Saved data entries
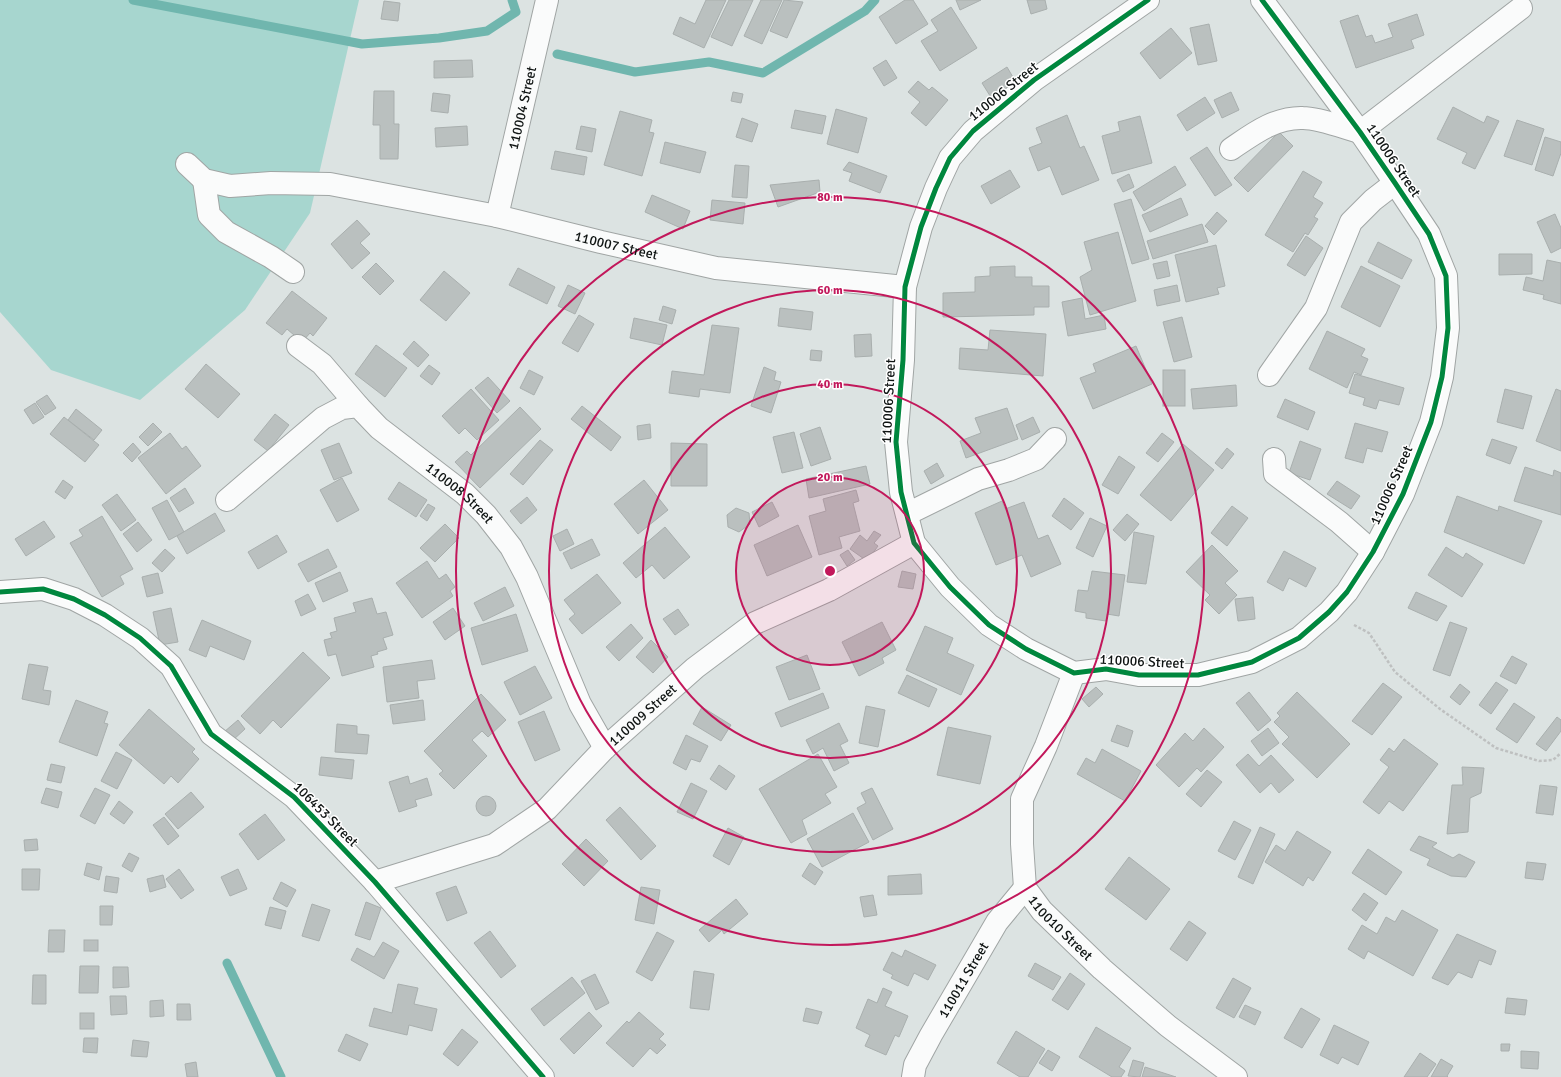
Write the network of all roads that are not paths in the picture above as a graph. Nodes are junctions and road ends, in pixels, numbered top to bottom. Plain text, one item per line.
1 (547, 0) edge
2 (1148, 0) edge
3 (1262, 0) edge
4 (1520, 8) dead end
5 (1360, 132) junction
6 (1231, 149) dead end
7 (187, 164) dead end
8 (204, 180) junction
9 (1395, 183) junction
10 (497, 216) junction
11 (293, 272) dead end
12 (905, 287) junction
13 (298, 346) dead end
14 (1269, 375) dead end
15 (358, 406) junction
16 (1055, 439) dead end
17 (1274, 459) dead end
18 (227, 500) dead end
19 (907, 514) junction
20 (914, 543) junction
21 (1372, 552) junction
22 (0, 592) edge
23 (1074, 673) junction
24 (605, 748) junction
25 (375, 882) junction
26 (1025, 888) junction
27 (543, 1077) edge
28 (912, 1077) edge
29 (1236, 1077) edge

1 - 10 street, 110004 Street
2 - 12 street, 110006 Street
3 - 5 street, 110006 Street
4 - 5 street, 110006 Street
5 - 6 street
5 - 9 street, 110006 Street
7 - 8 street
8 - 10 street, 110007 Street
8 - 11 street
9 - 14 street
9 - 21 street, 110006 Street
10 - 12 street, 110007 Street
12 - 19 street, 110006 Street
13 - 15 street, 110008 Street
15 - 18 street
15 - 24 street, 110008 Street
16 - 19 street
17 - 21 street
19 - 20 street, 110006 Street
20 - 23 street, 110006 Street
20 - 24 street, 110009 Street
21 - 23 street, 110006 Street
22 - 25 street, 106453 Street
23 - 26 street, 110010 Street
24 - 25 street, 110009 Street
25 - 27 street, 106453 Street
26 - 28 street, 110011 Street
26 - 29 street, 110010 Street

**Work instructions:**
If a record holds a picture, drop the picture and return the rest of it exactly.

**Solution for this exercise:**
Write the network of all roads that are not paths in the picture above as a graph. Nodes are junctions and road ends, in pixels, numbered top to bottom. Plain text, one item per line.
1 (547, 0) edge
2 (1148, 0) edge
3 (1262, 0) edge
4 (1520, 8) dead end
5 (1360, 132) junction
6 (1231, 149) dead end
7 (187, 164) dead end
8 (204, 180) junction
9 (1395, 183) junction
10 (497, 216) junction
11 (293, 272) dead end
12 (905, 287) junction
13 (298, 346) dead end
14 (1269, 375) dead end
15 (358, 406) junction
16 (1055, 439) dead end
17 (1274, 459) dead end
18 (227, 500) dead end
19 (907, 514) junction
20 (914, 543) junction
21 (1372, 552) junction
22 (0, 592) edge
23 (1074, 673) junction
24 (605, 748) junction
25 (375, 882) junction
26 (1025, 888) junction
27 (543, 1077) edge
28 (912, 1077) edge
29 (1236, 1077) edge

1 - 10 street, 110004 Street
2 - 12 street, 110006 Street
3 - 5 street, 110006 Street
4 - 5 street, 110006 Street
5 - 6 street
5 - 9 street, 110006 Street
7 - 8 street
8 - 10 street, 110007 Street
8 - 11 street
9 - 14 street
9 - 21 street, 110006 Street
10 - 12 street, 110007 Street
12 - 19 street, 110006 Street
13 - 15 street, 110008 Street
15 - 18 street
15 - 24 street, 110008 Street
16 - 19 street
17 - 21 street
19 - 20 street, 110006 Street
20 - 23 street, 110006 Street
20 - 24 street, 110009 Street
21 - 23 street, 110006 Street
22 - 25 street, 106453 Street
23 - 26 street, 110010 Street
24 - 25 street, 110009 Street
25 - 27 street, 106453 Street
26 - 28 street, 110011 Street
26 - 29 street, 110010 Street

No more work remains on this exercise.